I have already posted several news on molybdenum disulphide (MoS2), a material that can be produced in layers one atom thick, like graphene, and that may be contender to graphene in several applications in the next decades.
Researchers at the Columbia University have developed what is the smallest-thinnest electricity generator using a layer of MoS2. They have shown that it can have piezoelectric properties: by bending it one can generate a current, in other words the MoS2 can transform mechanical energy into electrical energy. Interestingly this capability was predicted some time ago at a theoretical level and now it has been demonstrated in practice.
Piezoelectricity is a well know property of several materials but so far it was only found in the change of "volume" whilst here we are seeing this in the deformation of a surface (a layer one atom thick). Also peculiar is the fact that MoS2 as a material is not showing piezoelectric characteristics, they appear only when you have a layer of it.
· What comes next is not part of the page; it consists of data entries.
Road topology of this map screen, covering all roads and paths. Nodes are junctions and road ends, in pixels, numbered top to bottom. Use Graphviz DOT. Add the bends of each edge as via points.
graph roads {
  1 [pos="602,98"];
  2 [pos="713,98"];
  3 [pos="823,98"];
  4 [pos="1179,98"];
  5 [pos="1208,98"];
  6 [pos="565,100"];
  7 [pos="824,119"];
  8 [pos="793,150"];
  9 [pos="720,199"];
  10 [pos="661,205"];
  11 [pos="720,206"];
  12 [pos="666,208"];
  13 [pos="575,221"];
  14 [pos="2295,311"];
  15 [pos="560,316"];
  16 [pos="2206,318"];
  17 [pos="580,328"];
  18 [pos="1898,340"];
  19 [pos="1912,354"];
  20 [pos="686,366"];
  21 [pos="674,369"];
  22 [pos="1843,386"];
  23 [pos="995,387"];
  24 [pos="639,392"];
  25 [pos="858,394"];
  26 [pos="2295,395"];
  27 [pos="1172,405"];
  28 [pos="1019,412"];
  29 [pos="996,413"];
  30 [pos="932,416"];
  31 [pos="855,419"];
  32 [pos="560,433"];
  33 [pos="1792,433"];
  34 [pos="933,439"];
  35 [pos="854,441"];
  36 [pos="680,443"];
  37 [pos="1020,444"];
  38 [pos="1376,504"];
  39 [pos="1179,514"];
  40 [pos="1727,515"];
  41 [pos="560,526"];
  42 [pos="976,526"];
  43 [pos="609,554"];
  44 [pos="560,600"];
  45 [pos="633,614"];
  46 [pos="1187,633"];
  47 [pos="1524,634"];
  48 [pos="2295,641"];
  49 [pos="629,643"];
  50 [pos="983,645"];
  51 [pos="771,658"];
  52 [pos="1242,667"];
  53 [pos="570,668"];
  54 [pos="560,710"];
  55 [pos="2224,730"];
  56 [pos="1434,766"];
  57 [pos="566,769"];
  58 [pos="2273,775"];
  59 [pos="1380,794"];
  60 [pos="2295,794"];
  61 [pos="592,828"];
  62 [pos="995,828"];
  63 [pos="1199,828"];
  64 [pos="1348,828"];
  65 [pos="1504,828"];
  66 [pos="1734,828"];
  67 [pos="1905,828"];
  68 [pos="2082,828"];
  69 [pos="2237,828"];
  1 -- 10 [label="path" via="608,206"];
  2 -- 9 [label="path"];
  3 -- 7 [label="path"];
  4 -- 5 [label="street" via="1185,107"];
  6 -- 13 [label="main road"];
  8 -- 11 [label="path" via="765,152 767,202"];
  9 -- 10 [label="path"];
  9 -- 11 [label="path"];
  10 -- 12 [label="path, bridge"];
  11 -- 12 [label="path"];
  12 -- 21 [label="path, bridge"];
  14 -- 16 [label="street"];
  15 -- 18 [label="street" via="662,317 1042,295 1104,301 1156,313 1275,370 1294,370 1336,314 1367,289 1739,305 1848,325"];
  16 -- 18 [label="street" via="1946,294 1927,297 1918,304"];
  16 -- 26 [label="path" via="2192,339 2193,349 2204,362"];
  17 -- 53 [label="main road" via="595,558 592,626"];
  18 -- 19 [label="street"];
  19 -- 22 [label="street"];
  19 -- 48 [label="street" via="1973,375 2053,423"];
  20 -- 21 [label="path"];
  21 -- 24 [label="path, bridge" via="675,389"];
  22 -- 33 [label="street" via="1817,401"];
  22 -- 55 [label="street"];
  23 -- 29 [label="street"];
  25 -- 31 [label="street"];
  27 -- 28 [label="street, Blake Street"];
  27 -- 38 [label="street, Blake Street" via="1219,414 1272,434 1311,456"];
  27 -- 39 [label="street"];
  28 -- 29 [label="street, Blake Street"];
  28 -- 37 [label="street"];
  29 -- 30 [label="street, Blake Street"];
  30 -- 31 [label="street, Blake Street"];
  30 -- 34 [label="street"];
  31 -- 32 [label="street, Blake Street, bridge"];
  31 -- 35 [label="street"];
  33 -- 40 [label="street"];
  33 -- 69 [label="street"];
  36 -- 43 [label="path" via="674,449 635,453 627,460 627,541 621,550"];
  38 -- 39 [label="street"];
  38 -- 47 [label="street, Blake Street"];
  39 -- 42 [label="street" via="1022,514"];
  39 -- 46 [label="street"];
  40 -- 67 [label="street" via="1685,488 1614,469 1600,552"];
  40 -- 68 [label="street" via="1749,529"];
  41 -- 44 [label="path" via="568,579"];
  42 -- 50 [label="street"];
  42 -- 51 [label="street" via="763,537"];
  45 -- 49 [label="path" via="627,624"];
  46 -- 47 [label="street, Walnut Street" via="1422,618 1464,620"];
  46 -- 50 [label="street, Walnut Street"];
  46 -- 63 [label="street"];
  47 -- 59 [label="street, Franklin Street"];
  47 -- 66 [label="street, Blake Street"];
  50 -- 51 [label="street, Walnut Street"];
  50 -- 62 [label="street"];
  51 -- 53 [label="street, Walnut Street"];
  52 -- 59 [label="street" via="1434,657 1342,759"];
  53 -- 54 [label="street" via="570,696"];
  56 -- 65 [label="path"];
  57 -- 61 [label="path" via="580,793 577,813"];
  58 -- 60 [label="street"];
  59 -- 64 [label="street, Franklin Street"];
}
The interest derives from the potential applications: having a layer of MoS2 with these characteristics means having a completely transparent surface that can potentially be overlaid on any other surface, including wearable "stuff" and can be used to measure deformation by measuring the current generated. Researchers are going as far as seeing layers of MoS2 weaved in cloths to provide electricity to wearable devices as we move around! They are also foreseeing layers of MoS2 used as power generators for nano devices, in particular nano sensors.
Generating a current, however, is not that simple. You need to have an odd number of M0S2 and the crystals need to be orientated in specific directions (this also explains why MoS2 does not have piezoelectric characteristics as a solid).
In order to obtain the appropriate orientation of crystals researchers layered MoS2 flakes on a flexible plastic substrate and used optical techniques to determine the crystals orientation.